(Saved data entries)
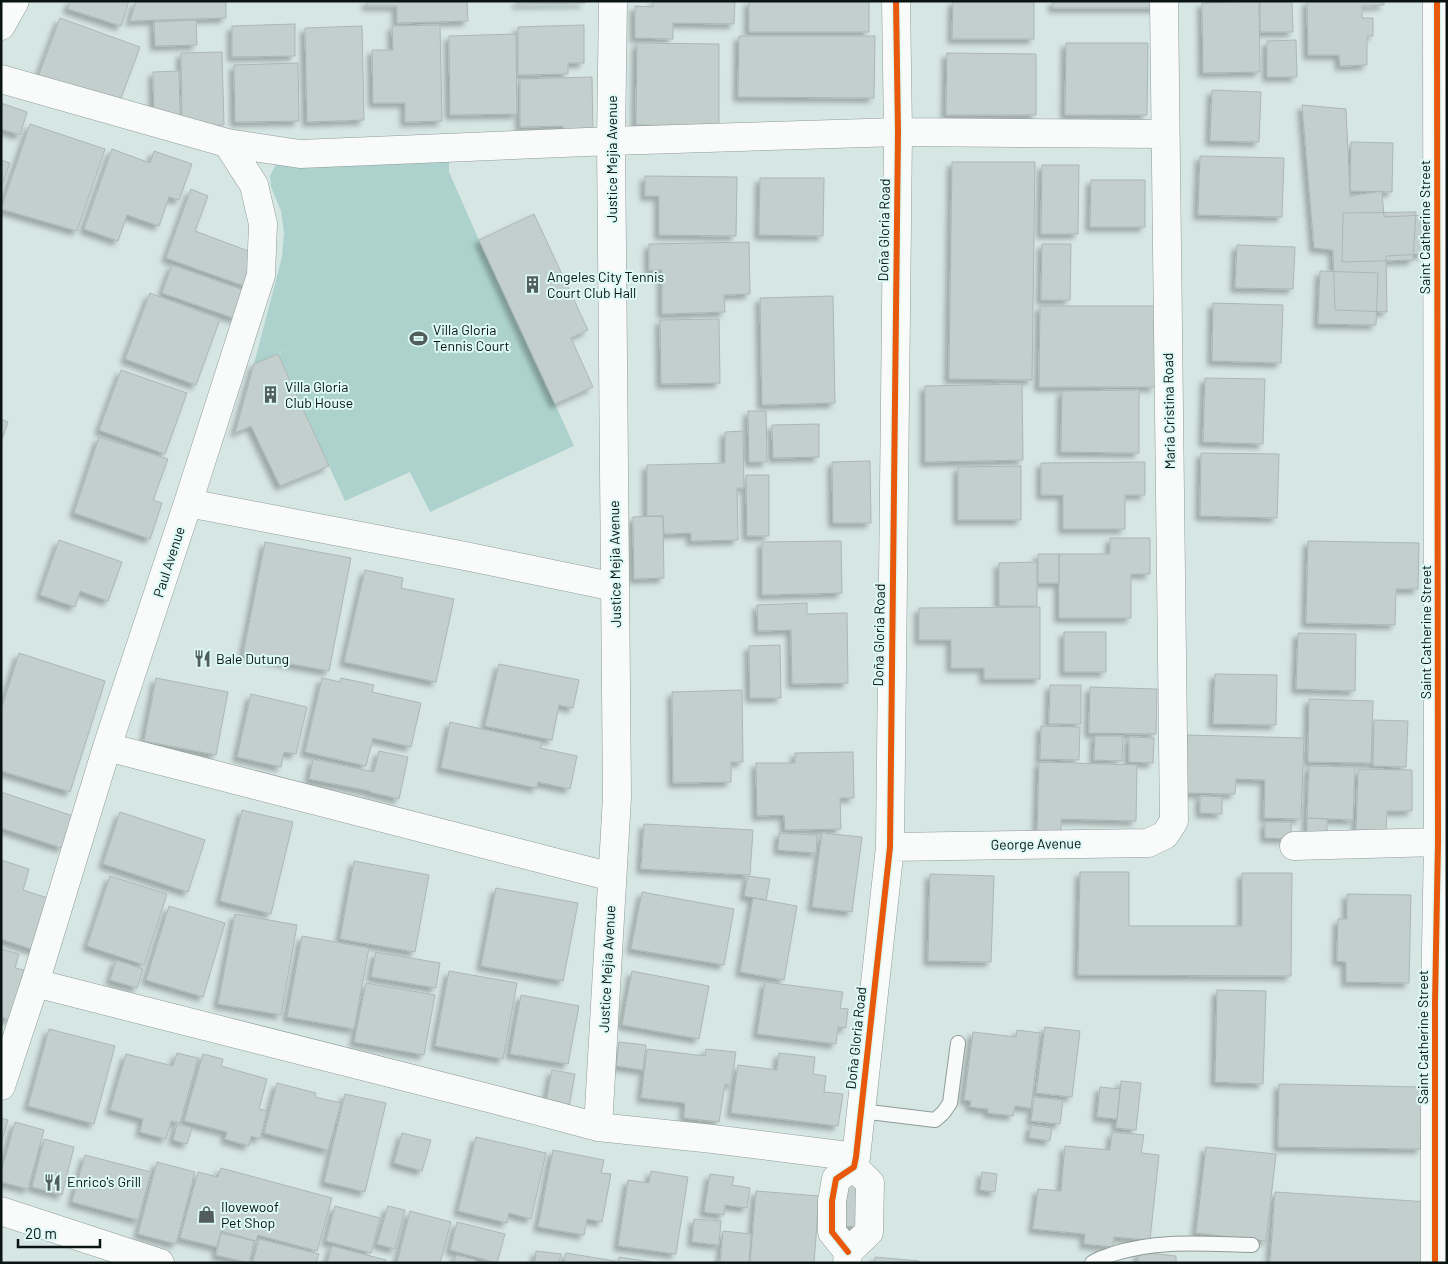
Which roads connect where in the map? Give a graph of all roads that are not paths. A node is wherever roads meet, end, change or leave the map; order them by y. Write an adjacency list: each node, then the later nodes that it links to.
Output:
1 (15, 1): 6 (street)
2 (613, 1): 10 (street, Justice Mejia Avenue)
3 (896, 1): 8 (street, Doña Gloria Road)
4 (1164, 1): 9 (street, Maria Cristina Road)
5 (1437, 1): 16 (street, Saint Catherine Street)
6 (1, 26)
7 (1, 79): 11 (street)
8 (898, 132): 9 (street); 10 (street); 17 (street, Doña Gloria Road)
9 (1165, 134): 15 (street, Maria Cristina Road)
10 (611, 141): 11 (street); 13 (street, Justice Mejia Avenue)
11 (227, 143): 12 (street, Paul Avenue)
12 (188, 503): 13 (street); 14 (street, Paul Avenue)
13 (615, 587): 19 (street, Justice Mejia Avenue)
14 (107, 747): 19 (street); 20 (street, Paul Avenue)
15 (1174, 821): 17 (street, George Avenue)
16 (1438, 842): 18 (street); 21 (street, Saint Catherine Street)
17 (890, 846): 24 (street, Doña Gloria Road)
18 (1294, 846)
19 (612, 877): 25 (street, Justice Mejia Avenue)
20 (35, 983): 23 (street, Paul Avenue); 25 (street)
21 (1441, 1003): 32 (street, Saint Catherine Street)
22 (958, 1044): 24 (lane)
23 (1, 1086)
24 (860, 1111): 26 (street, Doña Gloria Road)
25 (598, 1127): 26 (street)
26 (855, 1162): 29 (street); 29 (street)
27 (1, 1211): 30 (street)
28 (1252, 1245): 31 (lane)
29 (848, 1258)
30 (160, 1263)
31 (1092, 1263)
32 (1435, 1263)

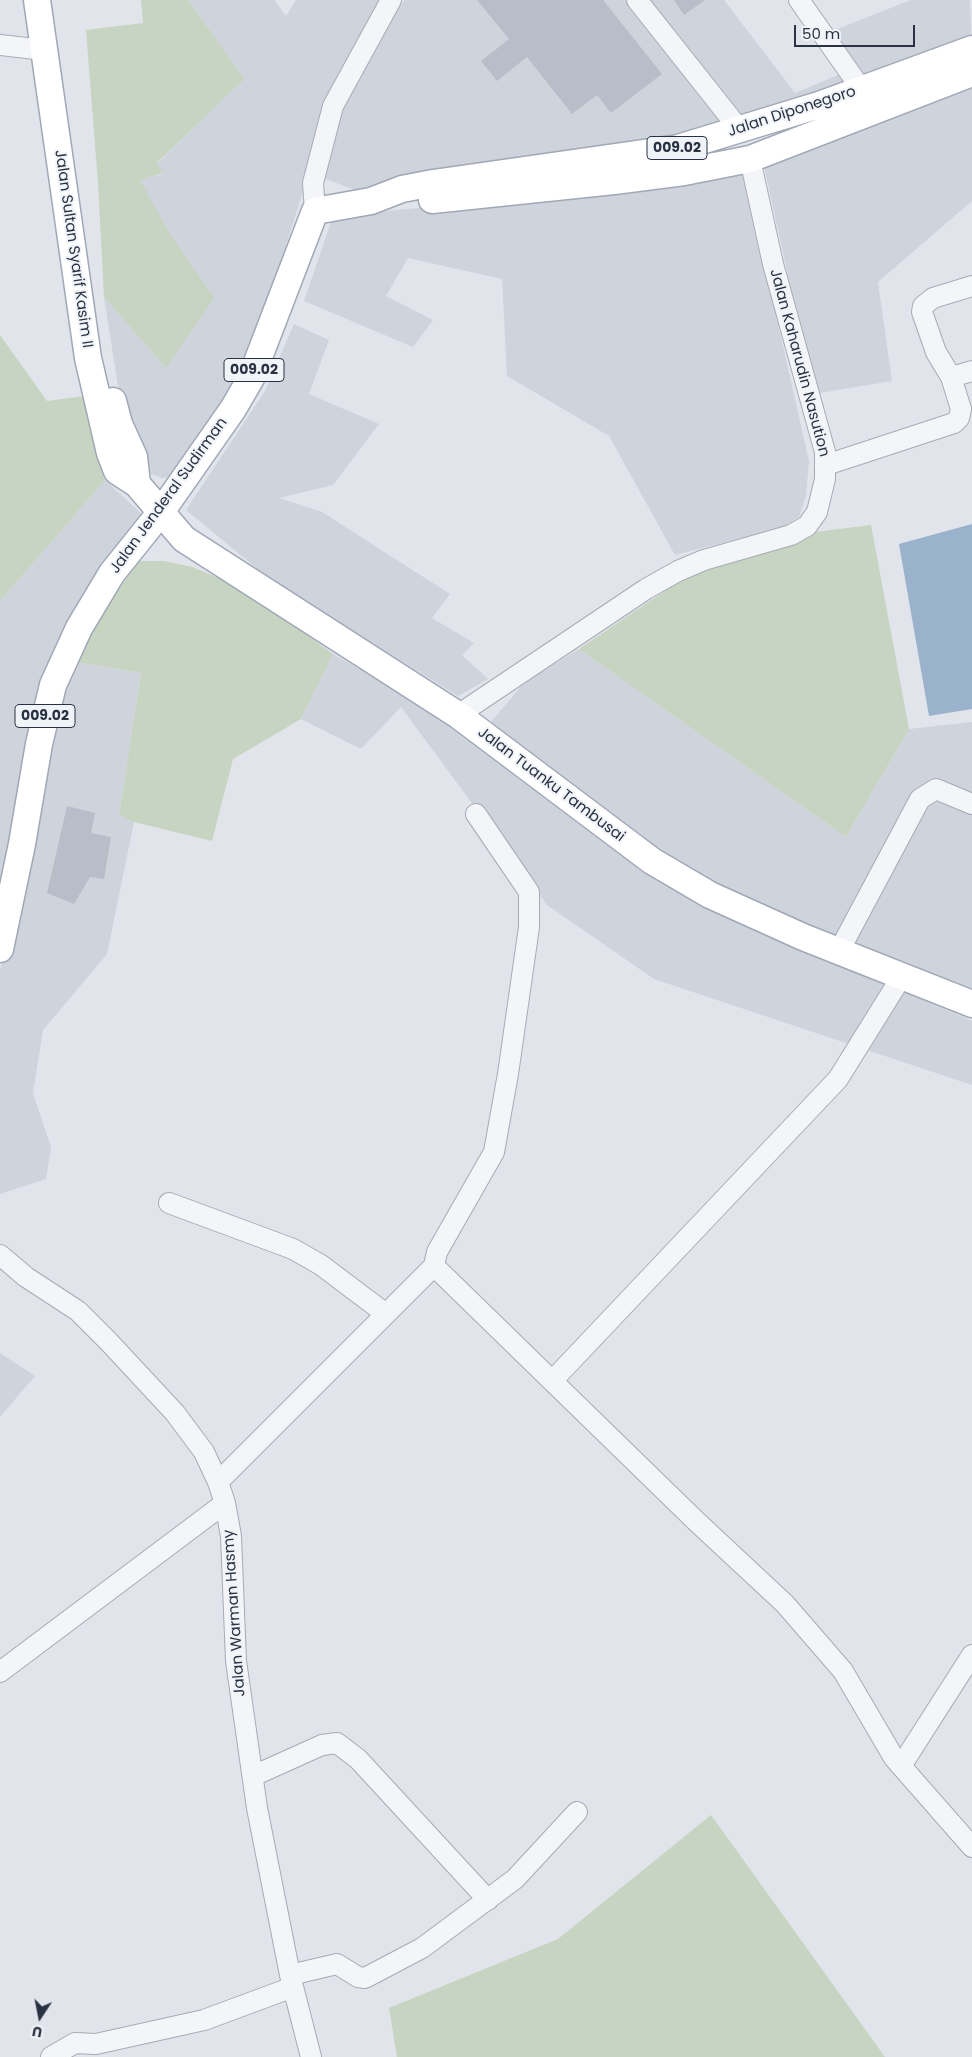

• _How to complete this task_
Repeat all entries exactly. Skip the pictures.

• _Written answer_
Which roads connect where in the map? Give a graph of all roads that are not paths. A node is wherever roads meet, end, change or leave the map; order them by y. Write an adjacency list: each node, then the later nodes that it links to.
Output:
1 (15, 1): 6 (street)
2 (613, 1): 10 (street, Justice Mejia Avenue)
3 (896, 1): 8 (street, Doña Gloria Road)
4 (1164, 1): 9 (street, Maria Cristina Road)
5 (1437, 1): 16 (street, Saint Catherine Street)
6 (1, 26)
7 (1, 79): 11 (street)
8 (898, 132): 9 (street); 10 (street); 17 (street, Doña Gloria Road)
9 (1165, 134): 15 (street, Maria Cristina Road)
10 (611, 141): 11 (street); 13 (street, Justice Mejia Avenue)
11 (227, 143): 12 (street, Paul Avenue)
12 (188, 503): 13 (street); 14 (street, Paul Avenue)
13 (615, 587): 19 (street, Justice Mejia Avenue)
14 (107, 747): 19 (street); 20 (street, Paul Avenue)
15 (1174, 821): 17 (street, George Avenue)
16 (1438, 842): 18 (street); 21 (street, Saint Catherine Street)
17 (890, 846): 24 (street, Doña Gloria Road)
18 (1294, 846)
19 (612, 877): 25 (street, Justice Mejia Avenue)
20 (35, 983): 23 (street, Paul Avenue); 25 (street)
21 (1441, 1003): 32 (street, Saint Catherine Street)
22 (958, 1044): 24 (lane)
23 (1, 1086)
24 (860, 1111): 26 (street, Doña Gloria Road)
25 (598, 1127): 26 (street)
26 (855, 1162): 29 (street); 29 (street)
27 (1, 1211): 30 (street)
28 (1252, 1245): 31 (lane)
29 (848, 1258)
30 (160, 1263)
31 (1092, 1263)
32 (1435, 1263)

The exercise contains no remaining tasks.